Face à la recrudescence des échouements de sargasses en Martinique et en Guadeloupe, la ministre des Outre-mer, Naïma Moutchou, a été interpellée au Sénat par le sénateur martiniquais Frédéric Buval. Un dossier devenu emblématique des difficultés ultramarines : un fléau environnemental persistant, aux conséquences sanitaires, économiques et sociales lourdes, qui met à l’épreuve la capacité de l’État et des collectivités à agir de manière coordonnée et efficace.

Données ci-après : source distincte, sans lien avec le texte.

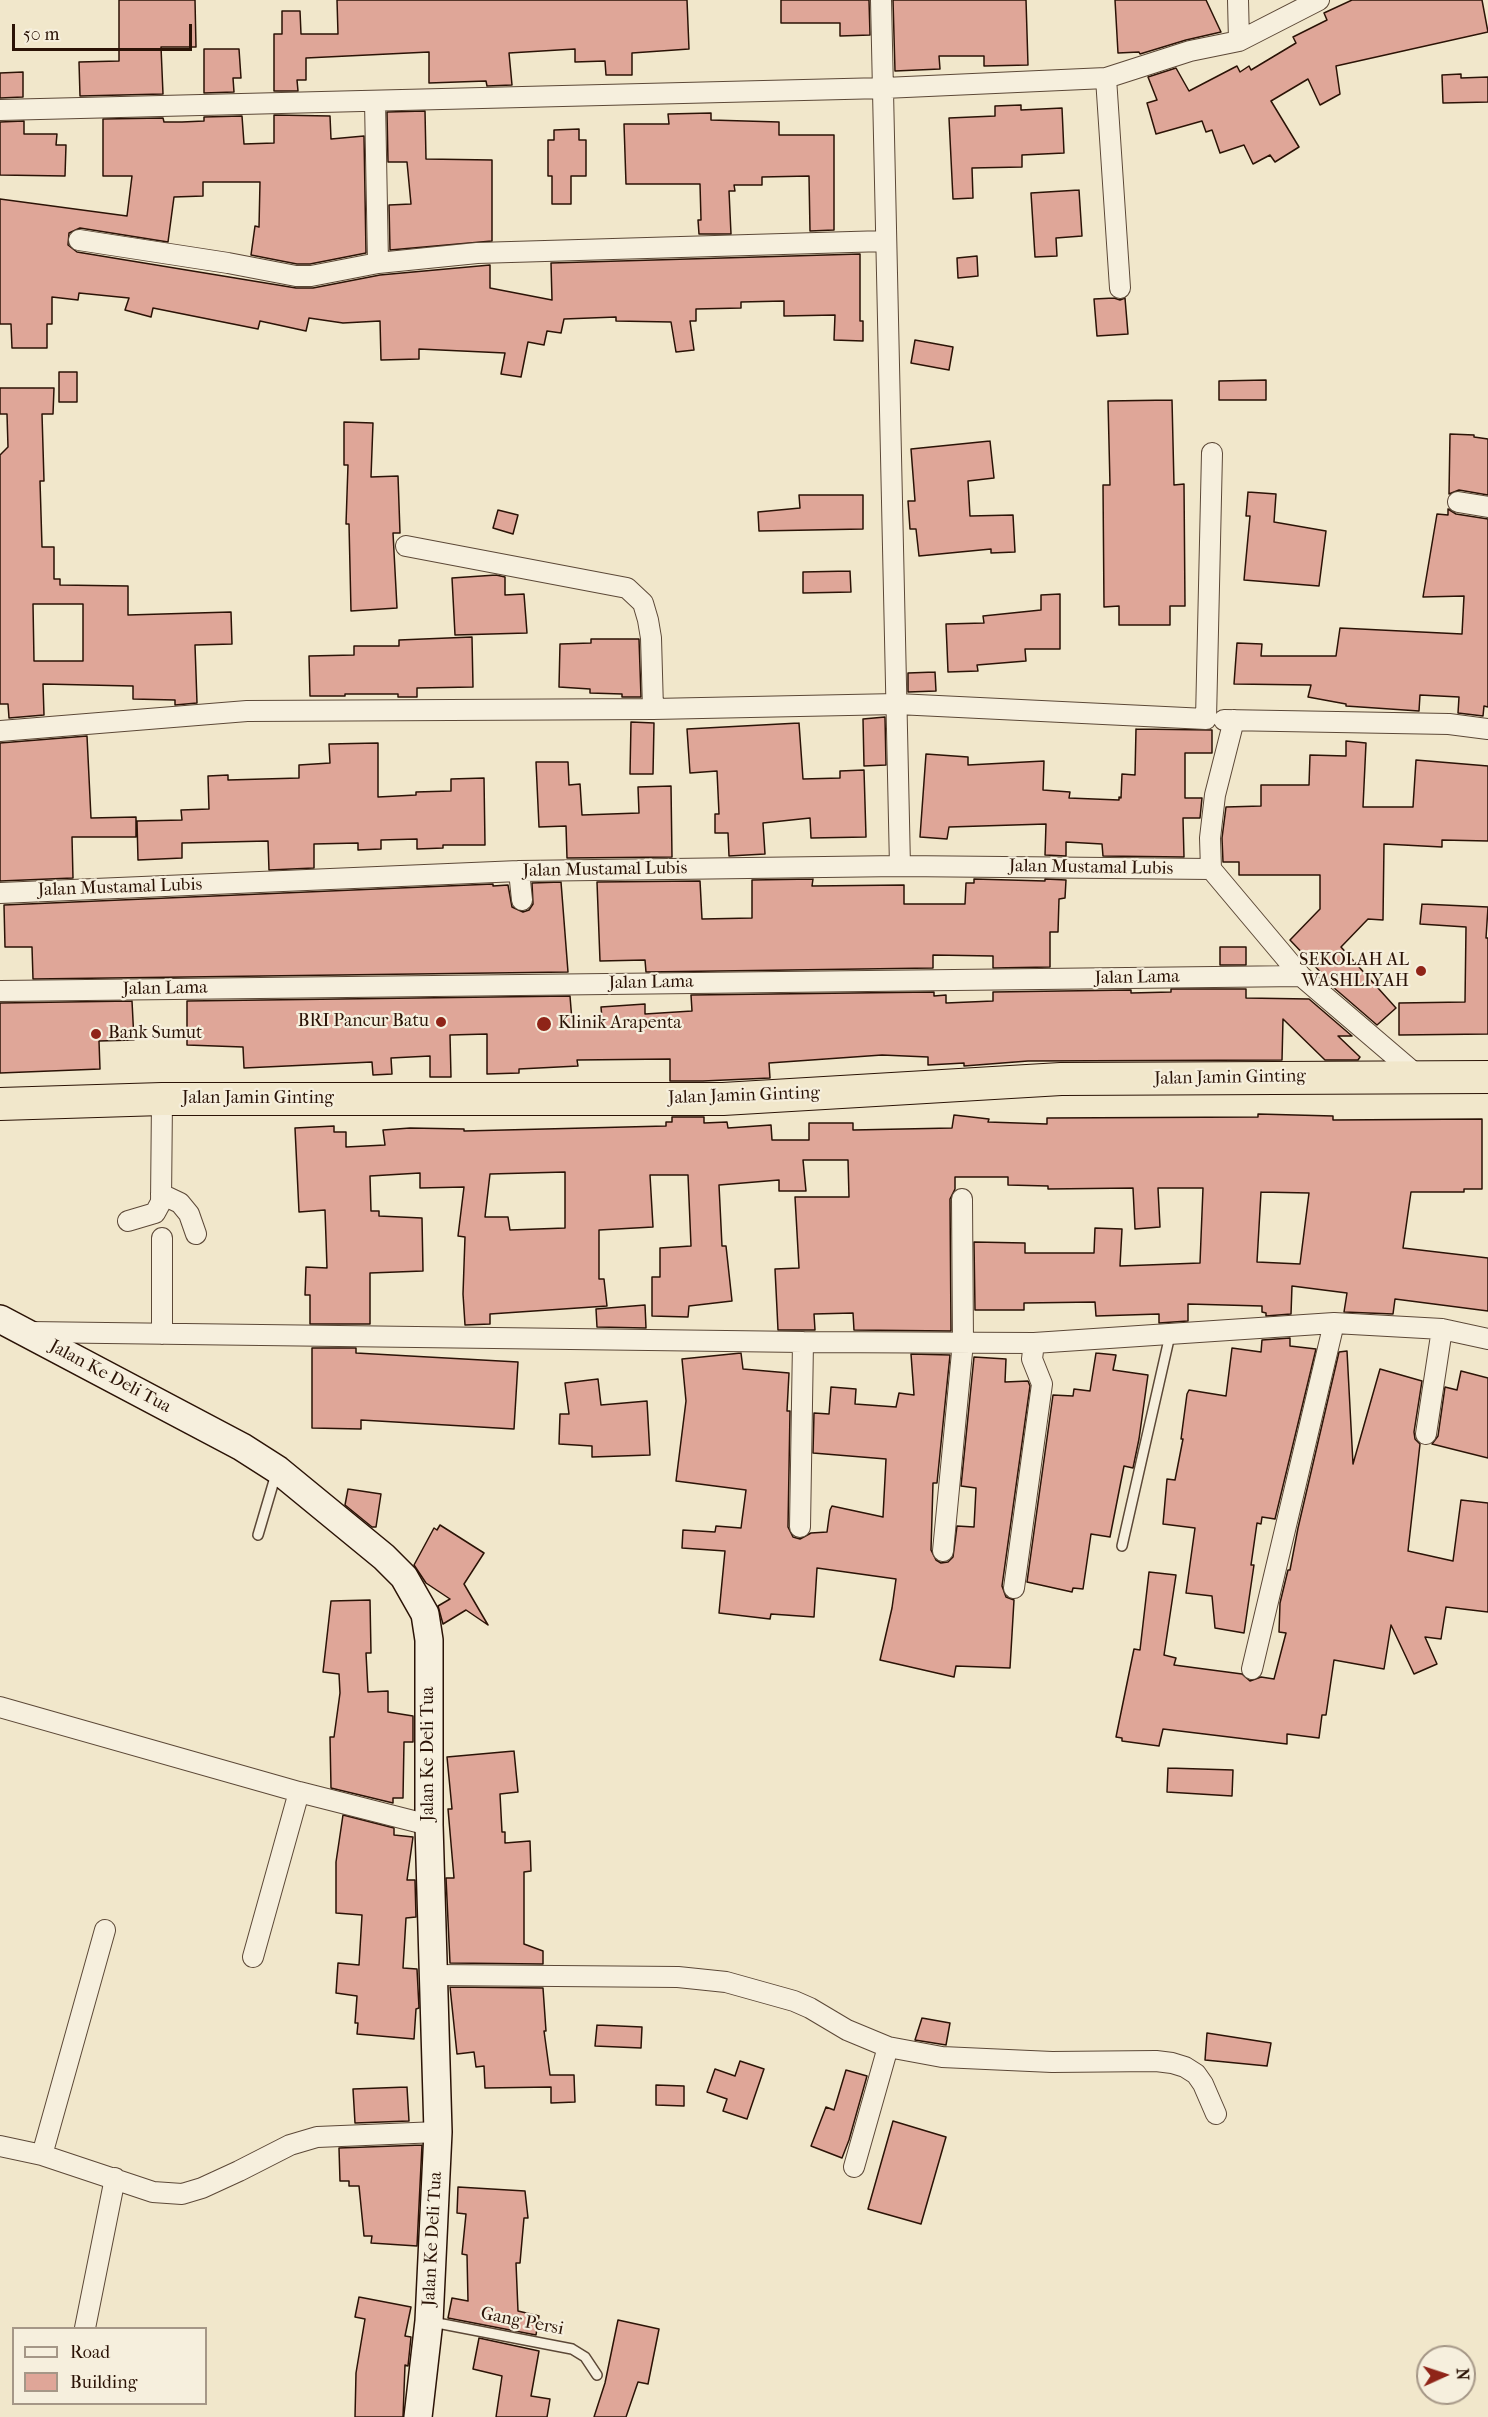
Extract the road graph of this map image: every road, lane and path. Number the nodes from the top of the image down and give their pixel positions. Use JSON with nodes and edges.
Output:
{"nodes":[{"id":1,"x":881,"y":0,"type":"edge"},
{"id":2,"x":1238,"y":0,"type":"edge"},
{"id":3,"x":1319,"y":0,"type":"edge"},
{"id":4,"x":1239,"y":41,"type":"junction"},
{"id":5,"x":1106,"y":78,"type":"junction"},
{"id":6,"x":884,"y":88,"type":"junction"},
{"id":7,"x":375,"y":101,"type":"junction"},
{"id":8,"x":0,"y":110,"type":"edge"},
{"id":9,"x":79,"y":240,"type":"dead end"},
{"id":10,"x":885,"y":241,"type":"junction"},
{"id":11,"x":378,"y":263,"type":"junction"},
{"id":12,"x":1120,"y":288,"type":"dead end"},
{"id":13,"x":1212,"y":453,"type":"dead end"},
{"id":14,"x":1458,"y":502,"type":"dead end"},
{"id":15,"x":1488,"y":507,"type":"edge"},
{"id":16,"x":406,"y":546,"type":"dead end"},
{"id":17,"x":897,"y":704,"type":"junction"},
{"id":18,"x":653,"y":709,"type":"junction"},
{"id":19,"x":1206,"y":719,"type":"junction"},
{"id":20,"x":1234,"y":720,"type":"junction"},
{"id":21,"x":1488,"y":729,"type":"edge"},
{"id":22,"x":0,"y":731,"type":"edge"},
{"id":23,"x":900,"y":866,"type":"junction"},
{"id":24,"x":1211,"y":869,"type":"junction"},
{"id":25,"x":519,"y":871,"type":"junction"},
{"id":26,"x":0,"y":893,"type":"edge"},
{"id":27,"x":522,"y":900,"type":"dead end"},
{"id":28,"x":1301,"y":976,"type":"junction"},
{"id":29,"x":0,"y":991,"type":"edge"},
{"id":30,"x":1418,"y":1076,"type":"junction"},
{"id":31,"x":1488,"y":1077,"type":"edge"},
{"id":32,"x":162,"y":1099,"type":"junction"},
{"id":33,"x":0,"y":1104,"type":"edge"},
{"id":34,"x":161,"y":1194,"type":"junction"},
{"id":35,"x":962,"y":1199,"type":"dead end"},
{"id":36,"x":128,"y":1221,"type":"dead end"},
{"id":37,"x":196,"y":1234,"type":"dead end"},
{"id":38,"x":162,"y":1238,"type":"dead end"},
{"id":39,"x":0,"y":1319,"type":"edge"},
{"id":40,"x":1334,"y":1323,"type":"junction"},
{"id":41,"x":1442,"y":1329,"type":"junction"},
{"id":42,"x":26,"y":1332,"type":"junction"},
{"id":43,"x":162,"y":1335,"type":"junction"},
{"id":44,"x":1170,"y":1335,"type":"junction"},
{"id":45,"x":1488,"y":1339,"type":"edge"},
{"id":46,"x":803,"y":1342,"type":"junction"},
{"id":47,"x":963,"y":1342,"type":"junction"},
{"id":48,"x":1034,"y":1343,"type":"junction"},
{"id":49,"x":1426,"y":1434,"type":"dead end"},
{"id":50,"x":278,"y":1470,"type":"junction"},
{"id":51,"x":800,"y":1527,"type":"dead end"},
{"id":52,"x":258,"y":1535,"type":"dead end"},
{"id":53,"x":1122,"y":1546,"type":"dead end"},
{"id":54,"x":943,"y":1551,"type":"dead end"},
{"id":55,"x":1014,"y":1588,"type":"dead end"},
{"id":56,"x":1252,"y":1669,"type":"dead end"},
{"id":57,"x":1,"y":1712,"type":"edge"},
{"id":58,"x":299,"y":1792,"type":"junction"},
{"id":59,"x":429,"y":1825,"type":"junction"},
{"id":60,"x":105,"y":1930,"type":"dead end"},
{"id":61,"x":253,"y":1957,"type":"dead end"},
{"id":62,"x":434,"y":1975,"type":"junction"},
{"id":63,"x":888,"y":2047,"type":"junction"},
{"id":64,"x":1216,"y":2114,"type":"dead end"},
{"id":65,"x":438,"y":2132,"type":"junction"},
{"id":66,"x":0,"y":2146,"type":"edge"},
{"id":67,"x":42,"y":2155,"type":"junction"},
{"id":68,"x":854,"y":2167,"type":"dead end"},
{"id":69,"x":115,"y":2178,"type":"junction"},
{"id":70,"x":429,"y":2321,"type":"junction"},
{"id":71,"x":85,"y":2327,"type":"edge"},
{"id":72,"x":597,"y":2375,"type":"dead end"},
{"id":73,"x":418,"y":2417,"type":"edge"}],
"edges":[{"from":1,"to":6,"type":"street"},
{"from":2,"to":4,"type":"street"},
{"from":3,"to":4,"type":"street"},
{"from":4,"to":5,"type":"street"},
{"from":5,"to":6,"type":"street"},
{"from":5,"to":12,"type":"street"},
{"from":6,"to":7,"type":"street"},
{"from":6,"to":10,"type":"street"},
{"from":7,"to":8,"type":"street"},
{"from":7,"to":11,"type":"street"},
{"from":9,"to":11,"type":"street"},
{"from":10,"to":11,"type":"street"},
{"from":10,"to":17,"type":"street"},
{"from":13,"to":19,"type":"street"},
{"from":14,"to":15,"type":"street"},
{"from":16,"to":18,"type":"street"},
{"from":17,"to":18,"type":"street"},
{"from":17,"to":19,"type":"street"},
{"from":17,"to":23,"type":"street"},
{"from":18,"to":22,"type":"street"},
{"from":19,"to":20,"type":"street"},
{"from":20,"to":21,"type":"street"},
{"from":20,"to":24,"type":"street"},
{"from":23,"to":24,"type":"street","name":"Jalan Mustamal Lubis"},
{"from":23,"to":25,"type":"street","name":"Jalan Mustamal Lubis"},
{"from":24,"to":28,"type":"street"},
{"from":25,"to":26,"type":"street","name":"Jalan Mustamal Lubis"},
{"from":25,"to":27,"type":"street"},
{"from":28,"to":29,"type":"street","name":"Jalan Lama"},
{"from":28,"to":30,"type":"street"},
{"from":30,"to":31,"type":"highway","name":"Jalan Jamin Ginting"},
{"from":30,"to":32,"type":"highway","name":"Jalan Jamin Ginting"},
{"from":32,"to":33,"type":"highway","name":"Jalan Jamin Ginting"},
{"from":32,"to":34,"type":"street"},
{"from":34,"to":36,"type":"street"},
{"from":34,"to":37,"type":"street"},
{"from":35,"to":47,"type":"street"},
{"from":38,"to":43,"type":"street"},
{"from":39,"to":42,"type":"main road","name":"Jalan Ke Deli Tua"},
{"from":40,"to":41,"type":"street"},
{"from":40,"to":44,"type":"street"},
{"from":40,"to":56,"type":"street"},
{"from":41,"to":45,"type":"street"},
{"from":41,"to":49,"type":"street"},
{"from":42,"to":43,"type":"street"},
{"from":42,"to":50,"type":"main road","name":"Jalan Ke Deli Tua"},
{"from":43,"to":46,"type":"street"},
{"from":44,"to":48,"type":"street"},
{"from":44,"to":53,"type":"lane"},
{"from":46,"to":47,"type":"street"},
{"from":46,"to":51,"type":"street"},
{"from":47,"to":48,"type":"street"},
{"from":47,"to":54,"type":"street"},
{"from":48,"to":55,"type":"street"},
{"from":50,"to":52,"type":"lane"},
{"from":50,"to":59,"type":"main road","name":"Jalan Ke Deli Tua"},
{"from":57,"to":58,"type":"street"},
{"from":58,"to":59,"type":"street"},
{"from":58,"to":61,"type":"street"},
{"from":59,"to":62,"type":"main road","name":"Jalan Ke Deli Tua"},
{"from":60,"to":67,"type":"street"},
{"from":62,"to":63,"type":"street"},
{"from":62,"to":65,"type":"main road","name":"Jalan Ke Deli Tua"},
{"from":63,"to":64,"type":"street"},
{"from":63,"to":68,"type":"street"},
{"from":65,"to":69,"type":"street"},
{"from":65,"to":70,"type":"main road","name":"Jalan Ke Deli Tua"},
{"from":66,"to":67,"type":"street"},
{"from":67,"to":69,"type":"street"},
{"from":69,"to":71,"type":"street"},
{"from":70,"to":72,"type":"lane","name":"Gang Persi"},
{"from":70,"to":73,"type":"main road","name":"Jalan Ke Deli Tua"}]}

La ministre a reconnu la gravité de la situation, évoquant une atteinte directe à la santé publique, à l’économie locale et au quotidien des familles. Elle a annoncé le lancement, « dans les prochaines semaines », d’une concertation pilotée par les préfets afin de préparer le futur plan Sargasses III. L’objectif affiché est clair : sortir d’une logique de réaction permanente pour bâtir une stratégie globale, allant de la détection en mer à la valorisation des algues, en passant par le ramassage, le stockage et surtout le volet sanitaire, trop longtemps relégué au second plan.

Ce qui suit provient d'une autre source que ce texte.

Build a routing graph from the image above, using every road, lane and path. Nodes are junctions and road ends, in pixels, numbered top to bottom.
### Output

Si ces annonces marquent une prise de conscience bienvenue, elles soulignent aussi une réalité moins reluisante : depuis plus de dix ans, l’État peine à donner un cadre juridique clair aux sargasses. Ni véritablement déchets, ni ressources, ni espèces invasives reconnues, ces algues plongent les communes littorales dans une insécurité administrative et financière, freinant les investissements et laissant les riverains sans réponse assurantielle adaptée. Une situation qui nourrit la colère et alimente, parfois, des discours de défiance à l’égard de la République.
Pourtant, la voie est connue : seule une action pleinement assumée par l’État, en lien étroit avec les élus locaux, permettra de sécuriser les financements, d’indemniser les préjudices subis et de protéger durablement les populations. Les Outre-mer n’ont pas besoin de déclarations compassionnelles, mais d’une stratégie nationale ferme et lisible. Les sargasses ne sont pas un problème périphérique : elles rappellent que les enjeux ultramarins sont des enjeux français à part entière, qui appellent des réponses à la hauteur de l’unité nationale.